M10 Amasa Lyman Clark /
Amasa 100 birthday highlights-002
When Leland Stanford lifted his sledge to strike the Golden Spike, as a boy nearly four years of age, he was learning to help his mother set the table and dry the dishes. Only he remembers how hard it was to do this after nightfall for then the sun was down and their only light came from a string floating in a dish of tallow.
He recalls still how very proud his mother was when she was able to have candle molds. Yes, then real candles were possible and the little boy could see much farther.
In a starched white shirt with piercing eyes, the little boy stood close while a far-reaching and stirring event took place. Aurelia S. Rogers believed that children should be taken from streets in idleness and given an organization that would put a song in their hearts and treasurers in their hands. Thus the Primary was born.
With a twinkle of eye and a wry smile, he recalls that the Clarks were the first people in Farmington to have water in the house coming from a tap.

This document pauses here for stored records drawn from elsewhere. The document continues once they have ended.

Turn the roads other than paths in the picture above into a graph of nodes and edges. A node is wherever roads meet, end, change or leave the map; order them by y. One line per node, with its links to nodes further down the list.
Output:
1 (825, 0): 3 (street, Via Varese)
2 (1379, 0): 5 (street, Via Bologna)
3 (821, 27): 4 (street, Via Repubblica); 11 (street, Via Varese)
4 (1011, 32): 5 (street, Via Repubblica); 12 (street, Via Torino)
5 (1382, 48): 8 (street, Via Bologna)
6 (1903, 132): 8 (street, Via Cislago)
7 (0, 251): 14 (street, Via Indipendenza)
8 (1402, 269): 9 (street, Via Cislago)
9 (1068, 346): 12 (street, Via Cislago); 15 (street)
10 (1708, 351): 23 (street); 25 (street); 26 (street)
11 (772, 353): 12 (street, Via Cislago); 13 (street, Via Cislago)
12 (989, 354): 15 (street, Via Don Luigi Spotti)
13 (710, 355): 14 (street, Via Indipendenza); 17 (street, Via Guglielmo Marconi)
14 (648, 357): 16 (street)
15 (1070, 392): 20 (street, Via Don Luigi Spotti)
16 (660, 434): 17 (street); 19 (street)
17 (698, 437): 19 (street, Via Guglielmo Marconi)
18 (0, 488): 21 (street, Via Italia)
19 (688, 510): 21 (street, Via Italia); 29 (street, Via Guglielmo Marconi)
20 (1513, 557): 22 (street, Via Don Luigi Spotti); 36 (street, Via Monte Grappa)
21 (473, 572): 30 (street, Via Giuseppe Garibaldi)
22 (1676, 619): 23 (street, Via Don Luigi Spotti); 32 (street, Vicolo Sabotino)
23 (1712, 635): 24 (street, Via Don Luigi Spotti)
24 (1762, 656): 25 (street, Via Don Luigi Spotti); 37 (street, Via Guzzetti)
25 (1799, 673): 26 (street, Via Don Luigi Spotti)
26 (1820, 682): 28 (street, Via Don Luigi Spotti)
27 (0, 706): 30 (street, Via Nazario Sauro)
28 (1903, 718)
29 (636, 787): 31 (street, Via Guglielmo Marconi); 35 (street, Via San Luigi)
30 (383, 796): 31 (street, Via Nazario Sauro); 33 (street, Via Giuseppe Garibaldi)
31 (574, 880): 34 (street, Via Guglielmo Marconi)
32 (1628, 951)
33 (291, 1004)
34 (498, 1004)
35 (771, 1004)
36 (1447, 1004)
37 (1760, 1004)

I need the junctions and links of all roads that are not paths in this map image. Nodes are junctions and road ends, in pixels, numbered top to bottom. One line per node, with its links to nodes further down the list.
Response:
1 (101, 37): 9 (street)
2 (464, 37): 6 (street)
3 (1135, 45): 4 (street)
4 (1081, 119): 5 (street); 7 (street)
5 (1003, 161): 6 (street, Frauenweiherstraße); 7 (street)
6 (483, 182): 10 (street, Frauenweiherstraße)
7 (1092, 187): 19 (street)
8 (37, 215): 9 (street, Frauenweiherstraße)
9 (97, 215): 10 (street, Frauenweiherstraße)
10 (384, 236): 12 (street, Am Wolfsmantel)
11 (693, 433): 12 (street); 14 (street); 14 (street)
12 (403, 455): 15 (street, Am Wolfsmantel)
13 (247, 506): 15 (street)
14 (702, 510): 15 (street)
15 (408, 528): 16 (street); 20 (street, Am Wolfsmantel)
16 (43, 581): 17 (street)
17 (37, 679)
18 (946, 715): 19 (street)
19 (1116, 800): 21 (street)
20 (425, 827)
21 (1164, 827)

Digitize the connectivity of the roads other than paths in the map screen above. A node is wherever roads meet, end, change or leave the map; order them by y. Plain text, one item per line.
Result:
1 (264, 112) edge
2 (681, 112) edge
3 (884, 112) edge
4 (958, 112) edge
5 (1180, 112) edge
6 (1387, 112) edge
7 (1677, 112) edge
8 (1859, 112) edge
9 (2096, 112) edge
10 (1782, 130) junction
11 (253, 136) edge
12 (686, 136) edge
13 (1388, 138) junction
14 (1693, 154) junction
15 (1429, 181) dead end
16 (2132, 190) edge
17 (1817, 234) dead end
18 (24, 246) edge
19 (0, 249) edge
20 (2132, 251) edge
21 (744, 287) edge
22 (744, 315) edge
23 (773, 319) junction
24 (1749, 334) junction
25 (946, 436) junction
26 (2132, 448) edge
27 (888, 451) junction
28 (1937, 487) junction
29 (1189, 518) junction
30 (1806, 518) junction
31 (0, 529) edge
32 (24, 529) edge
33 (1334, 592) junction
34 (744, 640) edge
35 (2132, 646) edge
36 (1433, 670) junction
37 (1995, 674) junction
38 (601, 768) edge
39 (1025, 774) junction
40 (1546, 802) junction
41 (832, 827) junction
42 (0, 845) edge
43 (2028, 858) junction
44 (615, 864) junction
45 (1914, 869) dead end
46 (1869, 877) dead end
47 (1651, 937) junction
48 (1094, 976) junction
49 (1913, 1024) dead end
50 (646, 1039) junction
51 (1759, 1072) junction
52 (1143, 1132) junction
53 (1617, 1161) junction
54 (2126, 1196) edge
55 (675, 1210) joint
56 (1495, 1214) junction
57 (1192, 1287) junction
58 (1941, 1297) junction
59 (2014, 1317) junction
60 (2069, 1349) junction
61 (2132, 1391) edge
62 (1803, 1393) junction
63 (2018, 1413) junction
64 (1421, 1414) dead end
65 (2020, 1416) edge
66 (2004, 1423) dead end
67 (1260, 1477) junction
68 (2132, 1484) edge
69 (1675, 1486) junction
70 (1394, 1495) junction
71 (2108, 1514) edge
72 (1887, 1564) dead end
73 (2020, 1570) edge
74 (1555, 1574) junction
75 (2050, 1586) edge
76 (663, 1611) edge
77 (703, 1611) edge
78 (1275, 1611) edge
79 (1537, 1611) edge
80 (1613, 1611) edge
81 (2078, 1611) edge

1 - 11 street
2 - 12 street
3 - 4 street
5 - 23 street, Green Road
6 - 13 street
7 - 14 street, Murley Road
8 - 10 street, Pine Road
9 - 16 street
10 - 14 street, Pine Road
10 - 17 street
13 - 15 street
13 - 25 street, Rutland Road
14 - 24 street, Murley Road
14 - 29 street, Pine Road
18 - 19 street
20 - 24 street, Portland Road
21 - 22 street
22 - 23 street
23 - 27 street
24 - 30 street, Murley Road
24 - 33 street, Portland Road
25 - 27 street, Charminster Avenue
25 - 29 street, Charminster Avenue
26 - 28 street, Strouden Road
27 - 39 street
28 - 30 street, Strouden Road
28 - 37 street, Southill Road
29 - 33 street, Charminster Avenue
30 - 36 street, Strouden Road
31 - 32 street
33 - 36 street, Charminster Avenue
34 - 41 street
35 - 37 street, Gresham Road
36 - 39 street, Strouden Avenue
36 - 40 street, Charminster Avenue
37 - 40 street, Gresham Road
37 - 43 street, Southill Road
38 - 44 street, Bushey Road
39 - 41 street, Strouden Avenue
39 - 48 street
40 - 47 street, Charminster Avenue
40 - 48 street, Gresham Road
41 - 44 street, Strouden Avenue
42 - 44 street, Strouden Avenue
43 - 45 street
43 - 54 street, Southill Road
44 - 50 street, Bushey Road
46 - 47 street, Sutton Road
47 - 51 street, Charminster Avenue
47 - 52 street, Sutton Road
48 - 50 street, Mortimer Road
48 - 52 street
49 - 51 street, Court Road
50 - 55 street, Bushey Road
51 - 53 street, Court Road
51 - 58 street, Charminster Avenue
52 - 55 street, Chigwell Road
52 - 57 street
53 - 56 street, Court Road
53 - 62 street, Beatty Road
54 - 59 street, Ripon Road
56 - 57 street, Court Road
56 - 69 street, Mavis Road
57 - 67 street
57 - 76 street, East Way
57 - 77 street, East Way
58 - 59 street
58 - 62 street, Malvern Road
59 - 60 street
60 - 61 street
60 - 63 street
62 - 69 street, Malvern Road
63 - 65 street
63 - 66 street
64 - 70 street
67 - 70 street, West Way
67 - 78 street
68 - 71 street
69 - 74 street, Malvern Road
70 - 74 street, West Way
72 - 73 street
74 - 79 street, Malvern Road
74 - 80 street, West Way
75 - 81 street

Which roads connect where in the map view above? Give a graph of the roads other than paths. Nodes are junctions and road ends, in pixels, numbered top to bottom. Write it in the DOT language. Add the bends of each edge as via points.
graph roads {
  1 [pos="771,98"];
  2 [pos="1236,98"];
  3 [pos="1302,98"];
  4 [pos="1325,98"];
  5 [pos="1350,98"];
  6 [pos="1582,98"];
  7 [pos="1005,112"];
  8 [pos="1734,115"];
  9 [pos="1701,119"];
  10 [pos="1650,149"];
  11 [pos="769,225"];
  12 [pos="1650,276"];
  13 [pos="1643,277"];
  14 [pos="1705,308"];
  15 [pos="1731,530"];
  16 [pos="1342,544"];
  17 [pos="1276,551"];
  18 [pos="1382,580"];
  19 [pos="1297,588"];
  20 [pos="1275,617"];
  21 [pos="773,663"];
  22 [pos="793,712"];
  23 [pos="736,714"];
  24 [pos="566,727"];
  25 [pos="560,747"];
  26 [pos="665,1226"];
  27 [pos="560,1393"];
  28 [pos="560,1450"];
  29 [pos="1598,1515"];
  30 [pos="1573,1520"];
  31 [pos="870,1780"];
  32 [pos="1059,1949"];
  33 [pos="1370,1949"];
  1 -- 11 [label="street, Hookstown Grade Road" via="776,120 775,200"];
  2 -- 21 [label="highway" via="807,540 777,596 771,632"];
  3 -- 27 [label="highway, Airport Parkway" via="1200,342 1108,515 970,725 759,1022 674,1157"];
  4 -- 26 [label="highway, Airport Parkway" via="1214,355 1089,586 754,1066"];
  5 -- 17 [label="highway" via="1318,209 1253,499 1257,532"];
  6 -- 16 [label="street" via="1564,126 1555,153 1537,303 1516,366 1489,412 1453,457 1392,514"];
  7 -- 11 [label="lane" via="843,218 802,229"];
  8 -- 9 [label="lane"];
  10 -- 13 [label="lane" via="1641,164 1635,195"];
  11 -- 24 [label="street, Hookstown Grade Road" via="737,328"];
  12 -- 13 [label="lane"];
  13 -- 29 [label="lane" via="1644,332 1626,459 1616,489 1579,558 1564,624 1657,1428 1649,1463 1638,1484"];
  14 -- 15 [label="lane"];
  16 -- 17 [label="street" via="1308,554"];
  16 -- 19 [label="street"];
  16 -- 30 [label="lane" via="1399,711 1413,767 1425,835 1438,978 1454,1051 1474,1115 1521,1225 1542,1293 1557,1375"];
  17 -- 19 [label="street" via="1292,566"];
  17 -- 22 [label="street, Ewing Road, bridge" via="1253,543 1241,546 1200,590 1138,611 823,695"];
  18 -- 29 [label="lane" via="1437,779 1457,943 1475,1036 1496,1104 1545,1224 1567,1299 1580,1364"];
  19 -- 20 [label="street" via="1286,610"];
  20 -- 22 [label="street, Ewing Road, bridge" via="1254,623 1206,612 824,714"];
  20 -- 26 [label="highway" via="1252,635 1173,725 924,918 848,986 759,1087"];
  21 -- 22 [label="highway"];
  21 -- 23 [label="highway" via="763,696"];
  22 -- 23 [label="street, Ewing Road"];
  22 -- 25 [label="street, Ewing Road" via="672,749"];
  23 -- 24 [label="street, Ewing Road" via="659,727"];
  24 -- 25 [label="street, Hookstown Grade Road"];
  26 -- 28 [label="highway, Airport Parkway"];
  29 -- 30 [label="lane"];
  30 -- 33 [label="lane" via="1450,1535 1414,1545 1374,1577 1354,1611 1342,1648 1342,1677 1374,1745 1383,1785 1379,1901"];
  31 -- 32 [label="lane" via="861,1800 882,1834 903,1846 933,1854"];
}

As a shy young man of twenty with an understanding heart, he had asked Alice Charlotte Steed to be his bride. And Alice Charlotte had said "yes" and so they had dreamed and worked and prayed together. As an old adage expressed it, "they had worked like everything depended upon them during the day and then at night prayed like everything depended upon the Lord."
But Alice Charlotte could not stay long and so, as he bad her goodbye, his dreams were wrapped carefully as he wept softly and took his children by their hands and told them they must keep their mother's light still shining.
Then a few years later, from the wings of his stage, stepped another charming lady, and as Susan Duncan smiled, he dusted off his dream and knew that life was good.
She was scholarly, confident and ambitious. She taught their children that winning battles was important and that he who wins must work.